What you need to do:
Answer with one figure only, the number of lines below in which "Write" occurs.

Start of Dataset extract

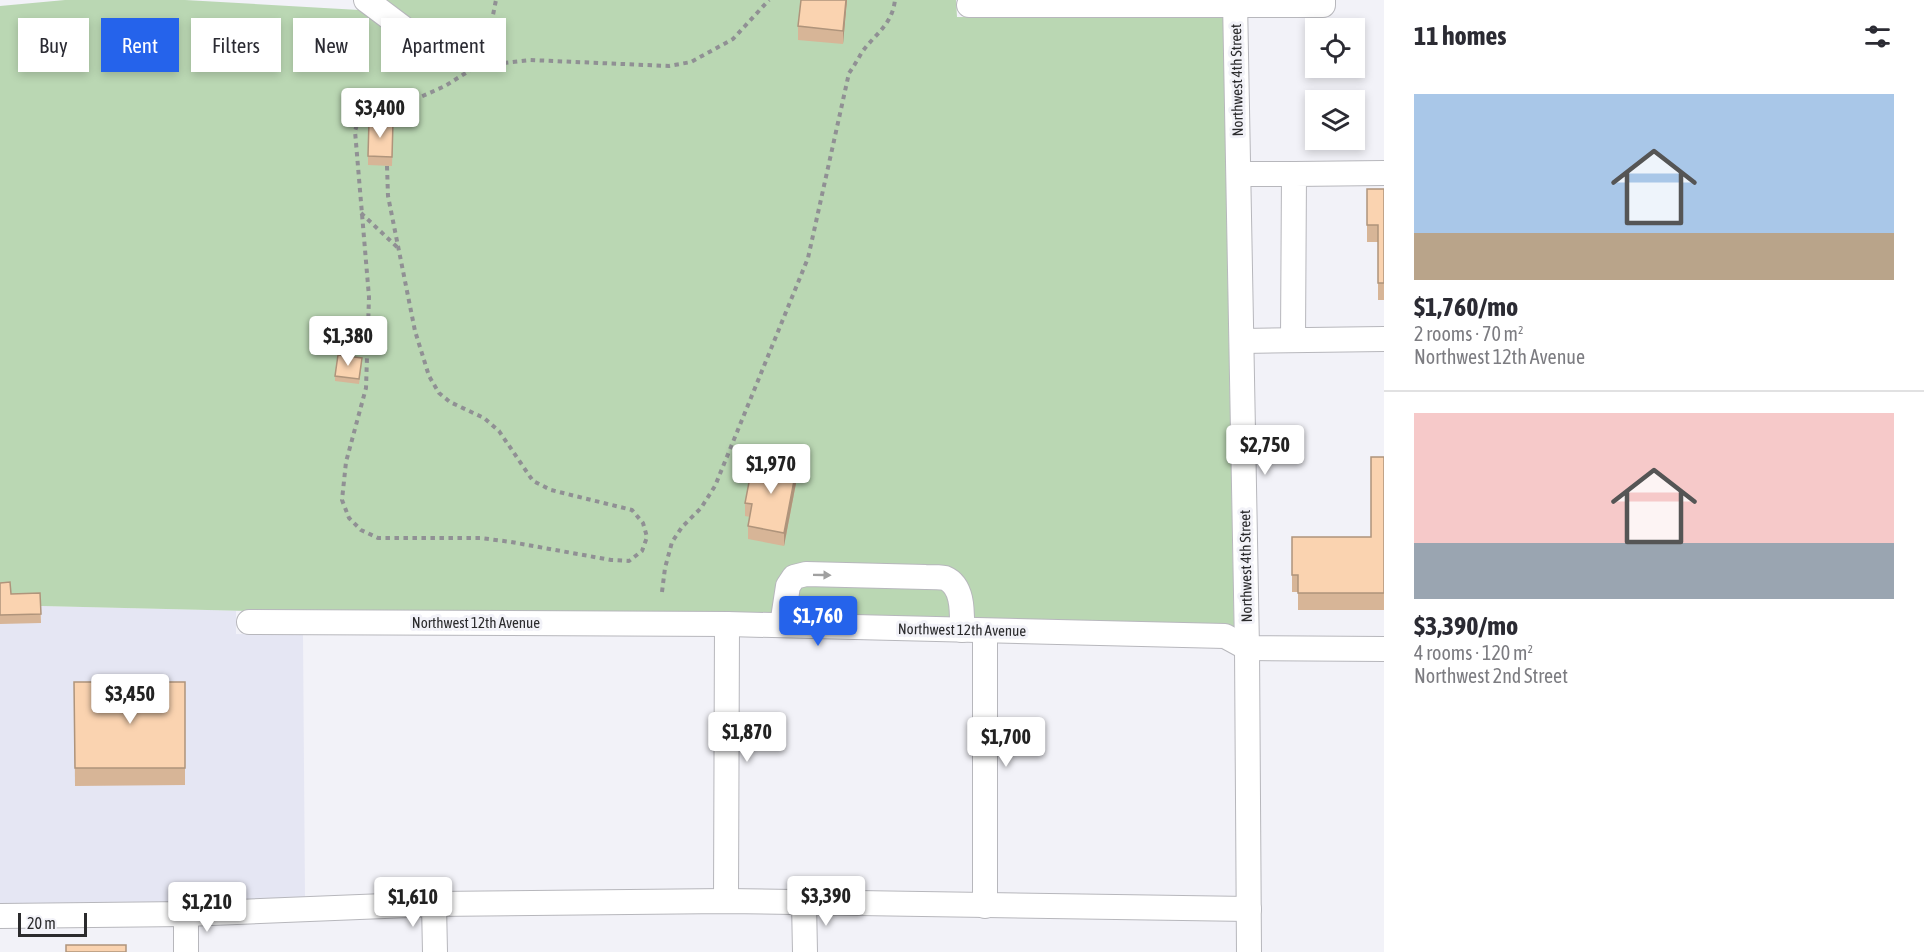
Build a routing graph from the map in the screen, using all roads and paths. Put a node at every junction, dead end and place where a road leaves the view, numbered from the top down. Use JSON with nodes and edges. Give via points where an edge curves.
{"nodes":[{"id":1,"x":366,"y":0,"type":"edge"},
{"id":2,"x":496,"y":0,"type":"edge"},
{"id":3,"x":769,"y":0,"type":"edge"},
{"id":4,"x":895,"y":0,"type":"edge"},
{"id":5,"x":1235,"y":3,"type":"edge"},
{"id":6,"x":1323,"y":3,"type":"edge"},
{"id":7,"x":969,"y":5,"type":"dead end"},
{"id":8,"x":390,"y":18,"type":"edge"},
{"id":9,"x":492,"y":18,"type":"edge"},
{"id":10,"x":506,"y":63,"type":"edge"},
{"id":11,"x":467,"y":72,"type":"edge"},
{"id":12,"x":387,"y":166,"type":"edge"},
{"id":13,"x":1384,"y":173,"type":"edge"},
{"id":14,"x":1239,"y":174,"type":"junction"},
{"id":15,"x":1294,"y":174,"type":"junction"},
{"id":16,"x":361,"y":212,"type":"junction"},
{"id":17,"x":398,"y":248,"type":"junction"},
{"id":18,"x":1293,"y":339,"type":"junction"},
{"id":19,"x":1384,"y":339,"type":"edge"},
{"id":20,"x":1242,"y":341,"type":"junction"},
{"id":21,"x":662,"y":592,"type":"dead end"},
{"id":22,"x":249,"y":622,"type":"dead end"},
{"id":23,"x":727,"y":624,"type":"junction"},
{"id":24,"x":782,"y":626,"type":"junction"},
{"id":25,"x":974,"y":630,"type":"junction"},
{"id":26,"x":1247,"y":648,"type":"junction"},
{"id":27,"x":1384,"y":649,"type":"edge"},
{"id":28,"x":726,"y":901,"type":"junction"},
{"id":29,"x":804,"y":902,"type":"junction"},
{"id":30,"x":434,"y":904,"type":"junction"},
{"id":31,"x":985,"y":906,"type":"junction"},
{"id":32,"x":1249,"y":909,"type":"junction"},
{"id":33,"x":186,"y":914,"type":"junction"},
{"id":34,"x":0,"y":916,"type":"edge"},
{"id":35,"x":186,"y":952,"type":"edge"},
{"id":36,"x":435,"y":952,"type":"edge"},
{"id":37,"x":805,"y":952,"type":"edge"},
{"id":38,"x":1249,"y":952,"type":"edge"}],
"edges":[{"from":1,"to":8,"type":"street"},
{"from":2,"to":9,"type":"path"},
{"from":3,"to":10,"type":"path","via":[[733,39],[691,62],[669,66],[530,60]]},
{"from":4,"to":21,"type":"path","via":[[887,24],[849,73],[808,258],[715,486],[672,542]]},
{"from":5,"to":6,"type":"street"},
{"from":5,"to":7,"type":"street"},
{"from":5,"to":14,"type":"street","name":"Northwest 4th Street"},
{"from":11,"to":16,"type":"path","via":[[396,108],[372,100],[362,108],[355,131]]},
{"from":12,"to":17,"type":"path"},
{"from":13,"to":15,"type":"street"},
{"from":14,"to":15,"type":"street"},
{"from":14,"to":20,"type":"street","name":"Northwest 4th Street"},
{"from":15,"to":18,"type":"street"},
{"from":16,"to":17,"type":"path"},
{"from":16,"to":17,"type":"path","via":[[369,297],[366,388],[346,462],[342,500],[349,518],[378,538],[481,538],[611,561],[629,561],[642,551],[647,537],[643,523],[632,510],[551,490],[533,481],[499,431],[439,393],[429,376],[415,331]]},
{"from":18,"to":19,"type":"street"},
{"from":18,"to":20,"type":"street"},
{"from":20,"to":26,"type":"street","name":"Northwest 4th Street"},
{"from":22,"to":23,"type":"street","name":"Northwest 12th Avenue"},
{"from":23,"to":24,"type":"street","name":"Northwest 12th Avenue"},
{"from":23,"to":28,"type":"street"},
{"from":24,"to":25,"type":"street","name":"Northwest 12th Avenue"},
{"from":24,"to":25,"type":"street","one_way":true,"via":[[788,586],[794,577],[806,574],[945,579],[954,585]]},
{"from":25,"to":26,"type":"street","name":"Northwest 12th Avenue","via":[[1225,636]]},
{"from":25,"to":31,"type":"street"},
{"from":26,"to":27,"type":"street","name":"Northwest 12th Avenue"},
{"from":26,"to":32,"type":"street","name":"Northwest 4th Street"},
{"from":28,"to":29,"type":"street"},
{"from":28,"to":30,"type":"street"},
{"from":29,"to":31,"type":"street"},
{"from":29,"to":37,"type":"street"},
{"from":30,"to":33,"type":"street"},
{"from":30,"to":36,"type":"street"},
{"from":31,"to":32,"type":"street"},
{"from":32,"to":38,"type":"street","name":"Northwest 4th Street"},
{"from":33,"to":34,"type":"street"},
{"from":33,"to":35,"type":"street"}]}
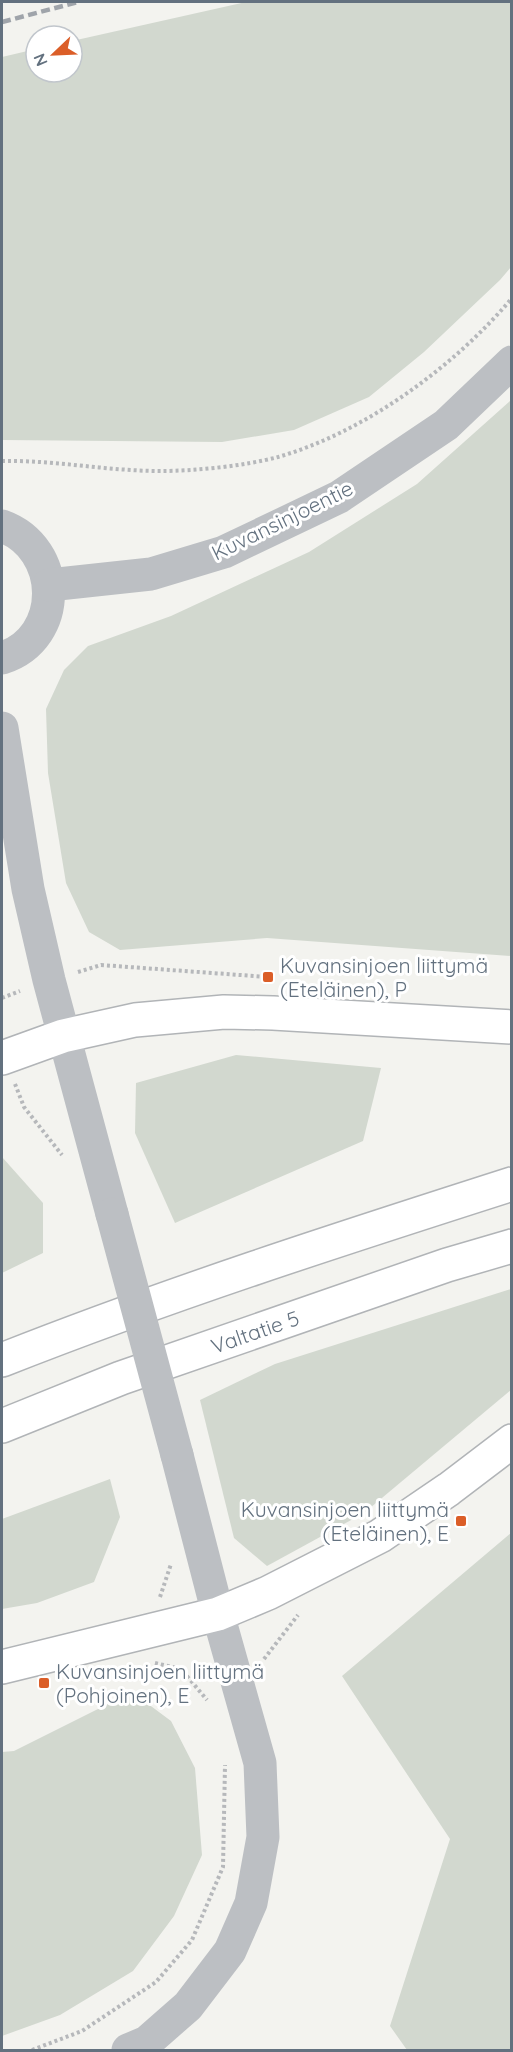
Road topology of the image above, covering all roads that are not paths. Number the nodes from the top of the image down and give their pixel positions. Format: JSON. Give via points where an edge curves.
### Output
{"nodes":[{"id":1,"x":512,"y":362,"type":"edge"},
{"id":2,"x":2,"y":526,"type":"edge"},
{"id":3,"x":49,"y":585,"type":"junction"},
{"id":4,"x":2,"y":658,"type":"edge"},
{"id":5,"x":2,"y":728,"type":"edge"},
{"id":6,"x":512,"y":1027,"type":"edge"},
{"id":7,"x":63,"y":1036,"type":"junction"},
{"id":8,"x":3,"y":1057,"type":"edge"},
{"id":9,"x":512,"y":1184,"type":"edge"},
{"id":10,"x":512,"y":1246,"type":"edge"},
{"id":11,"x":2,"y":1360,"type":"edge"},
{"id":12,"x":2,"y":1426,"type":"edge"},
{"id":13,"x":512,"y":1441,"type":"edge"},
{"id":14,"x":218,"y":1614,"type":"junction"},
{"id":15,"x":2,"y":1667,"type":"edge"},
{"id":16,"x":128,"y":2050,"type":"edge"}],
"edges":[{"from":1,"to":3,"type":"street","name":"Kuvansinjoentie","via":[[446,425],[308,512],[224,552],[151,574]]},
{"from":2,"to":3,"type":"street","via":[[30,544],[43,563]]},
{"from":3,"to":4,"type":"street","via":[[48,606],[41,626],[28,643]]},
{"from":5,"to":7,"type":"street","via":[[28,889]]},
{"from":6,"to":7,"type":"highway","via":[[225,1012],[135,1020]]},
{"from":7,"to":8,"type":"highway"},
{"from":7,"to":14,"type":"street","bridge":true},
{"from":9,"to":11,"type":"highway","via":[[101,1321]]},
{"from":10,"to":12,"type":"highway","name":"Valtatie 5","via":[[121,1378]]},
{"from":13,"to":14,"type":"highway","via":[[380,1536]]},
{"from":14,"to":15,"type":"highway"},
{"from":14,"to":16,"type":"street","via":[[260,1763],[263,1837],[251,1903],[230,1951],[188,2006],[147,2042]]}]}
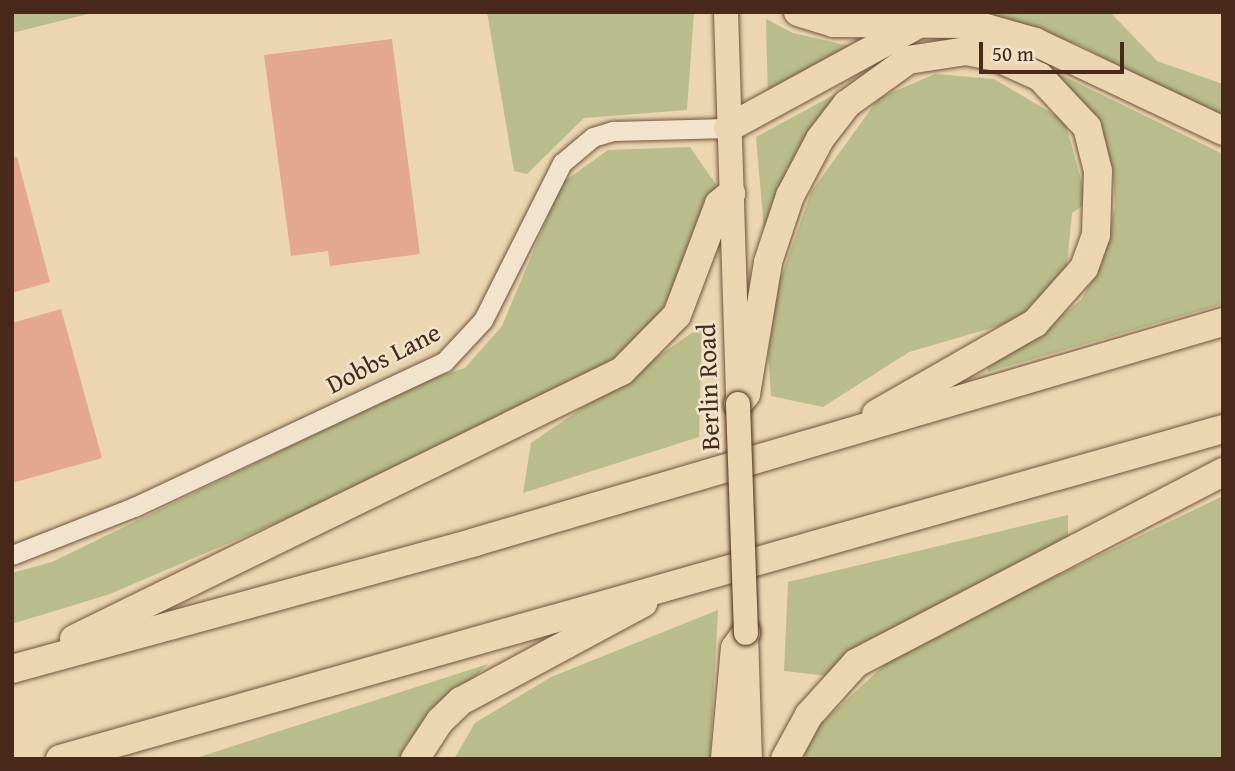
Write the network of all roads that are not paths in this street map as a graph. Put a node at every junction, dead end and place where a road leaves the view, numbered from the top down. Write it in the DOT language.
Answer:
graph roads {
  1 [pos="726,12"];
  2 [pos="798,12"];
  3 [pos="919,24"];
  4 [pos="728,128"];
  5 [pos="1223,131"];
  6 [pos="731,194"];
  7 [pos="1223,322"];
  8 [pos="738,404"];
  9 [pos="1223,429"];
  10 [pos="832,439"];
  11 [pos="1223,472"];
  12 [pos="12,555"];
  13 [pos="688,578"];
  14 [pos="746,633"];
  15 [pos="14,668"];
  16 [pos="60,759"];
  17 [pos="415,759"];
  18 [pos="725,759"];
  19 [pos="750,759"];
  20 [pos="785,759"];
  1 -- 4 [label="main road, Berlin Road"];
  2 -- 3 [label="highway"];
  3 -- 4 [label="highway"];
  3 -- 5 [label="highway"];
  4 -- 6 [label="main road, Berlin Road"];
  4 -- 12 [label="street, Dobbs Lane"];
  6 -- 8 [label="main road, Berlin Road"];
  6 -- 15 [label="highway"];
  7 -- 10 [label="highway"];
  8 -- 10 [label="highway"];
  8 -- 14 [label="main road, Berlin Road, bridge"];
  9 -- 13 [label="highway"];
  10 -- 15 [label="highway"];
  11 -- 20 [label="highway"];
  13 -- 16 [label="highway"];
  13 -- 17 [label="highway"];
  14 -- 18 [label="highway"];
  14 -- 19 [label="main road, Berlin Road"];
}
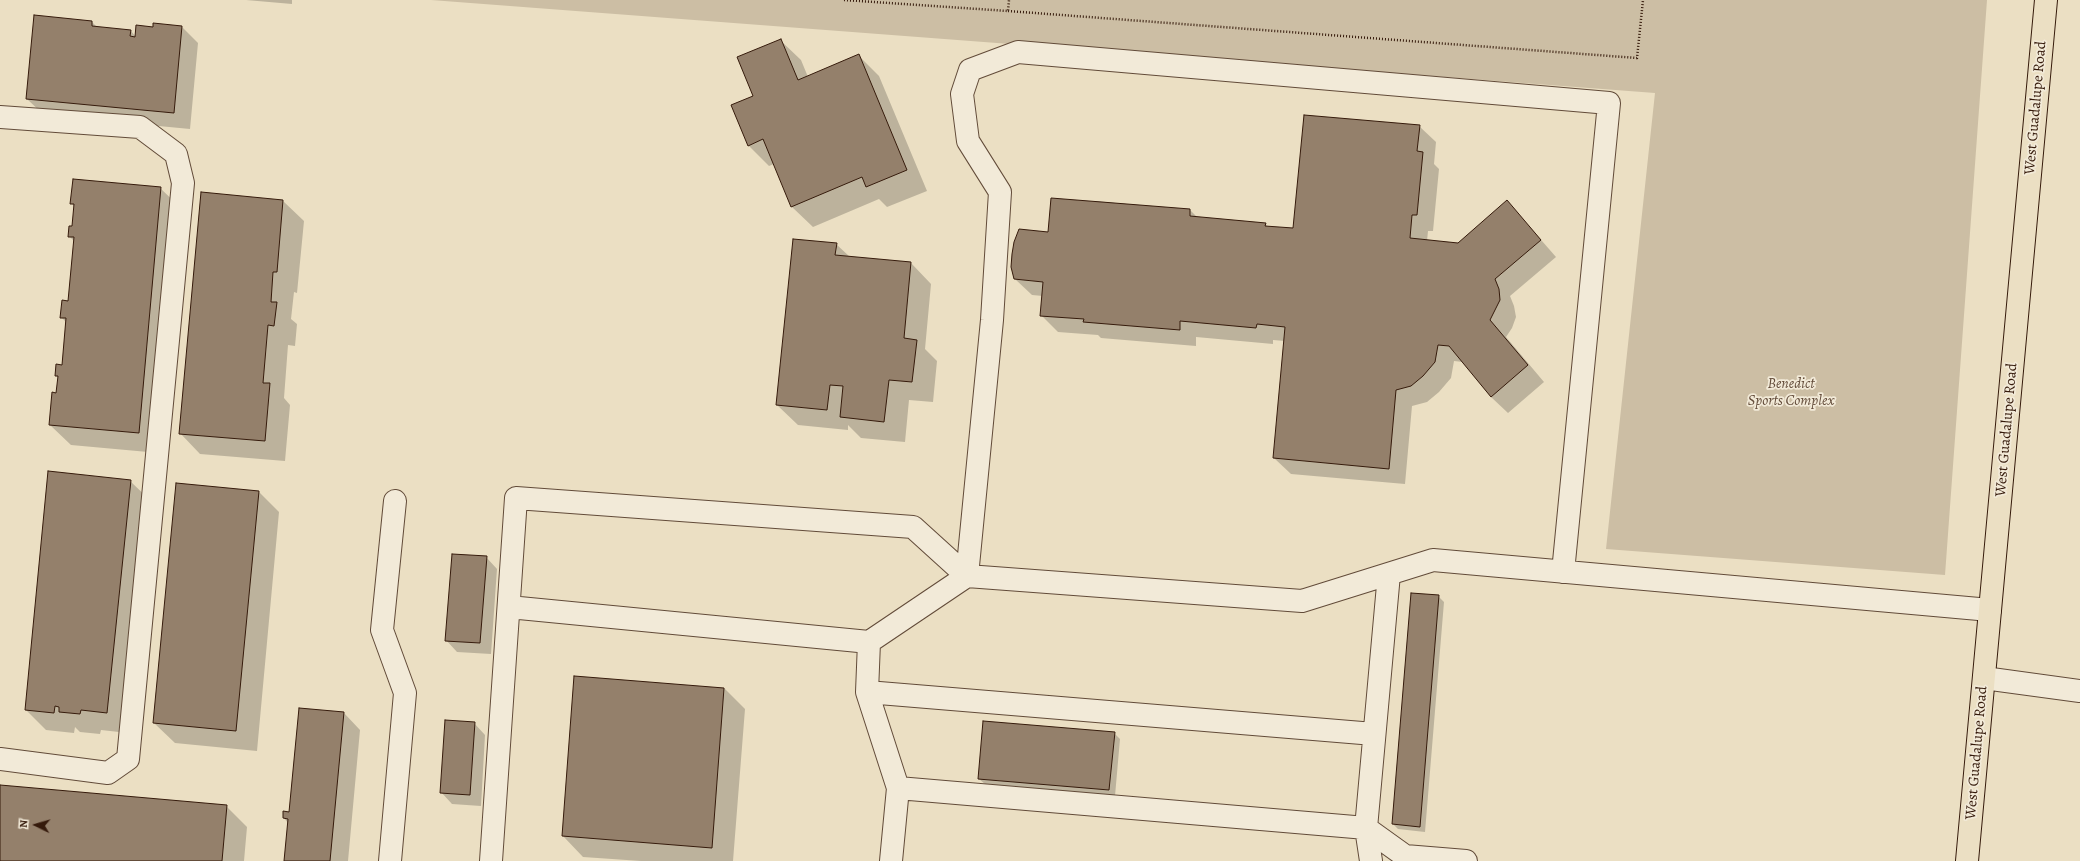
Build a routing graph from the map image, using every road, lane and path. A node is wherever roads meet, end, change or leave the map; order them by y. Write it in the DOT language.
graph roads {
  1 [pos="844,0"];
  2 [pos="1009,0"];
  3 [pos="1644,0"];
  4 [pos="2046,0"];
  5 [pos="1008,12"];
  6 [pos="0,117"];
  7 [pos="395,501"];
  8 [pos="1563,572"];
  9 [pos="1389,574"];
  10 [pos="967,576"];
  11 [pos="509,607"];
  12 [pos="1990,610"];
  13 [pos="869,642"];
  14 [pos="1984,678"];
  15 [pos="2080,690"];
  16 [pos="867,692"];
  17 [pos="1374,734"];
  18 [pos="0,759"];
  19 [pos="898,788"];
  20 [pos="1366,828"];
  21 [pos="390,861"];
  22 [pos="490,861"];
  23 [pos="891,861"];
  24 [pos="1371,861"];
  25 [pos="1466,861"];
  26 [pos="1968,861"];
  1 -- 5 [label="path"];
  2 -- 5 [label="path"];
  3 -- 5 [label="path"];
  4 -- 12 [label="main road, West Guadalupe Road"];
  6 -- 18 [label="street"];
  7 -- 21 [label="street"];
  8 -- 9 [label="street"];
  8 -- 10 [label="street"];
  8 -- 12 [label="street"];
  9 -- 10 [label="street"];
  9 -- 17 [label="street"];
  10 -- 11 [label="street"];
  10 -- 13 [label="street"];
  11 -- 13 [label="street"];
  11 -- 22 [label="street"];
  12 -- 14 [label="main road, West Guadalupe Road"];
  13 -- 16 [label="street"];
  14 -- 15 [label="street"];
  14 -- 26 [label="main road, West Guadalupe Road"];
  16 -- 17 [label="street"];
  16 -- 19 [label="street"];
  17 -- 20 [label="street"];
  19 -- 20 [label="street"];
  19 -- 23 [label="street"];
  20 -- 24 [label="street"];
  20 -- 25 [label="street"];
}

End of Dataset extract

Exercise response:
2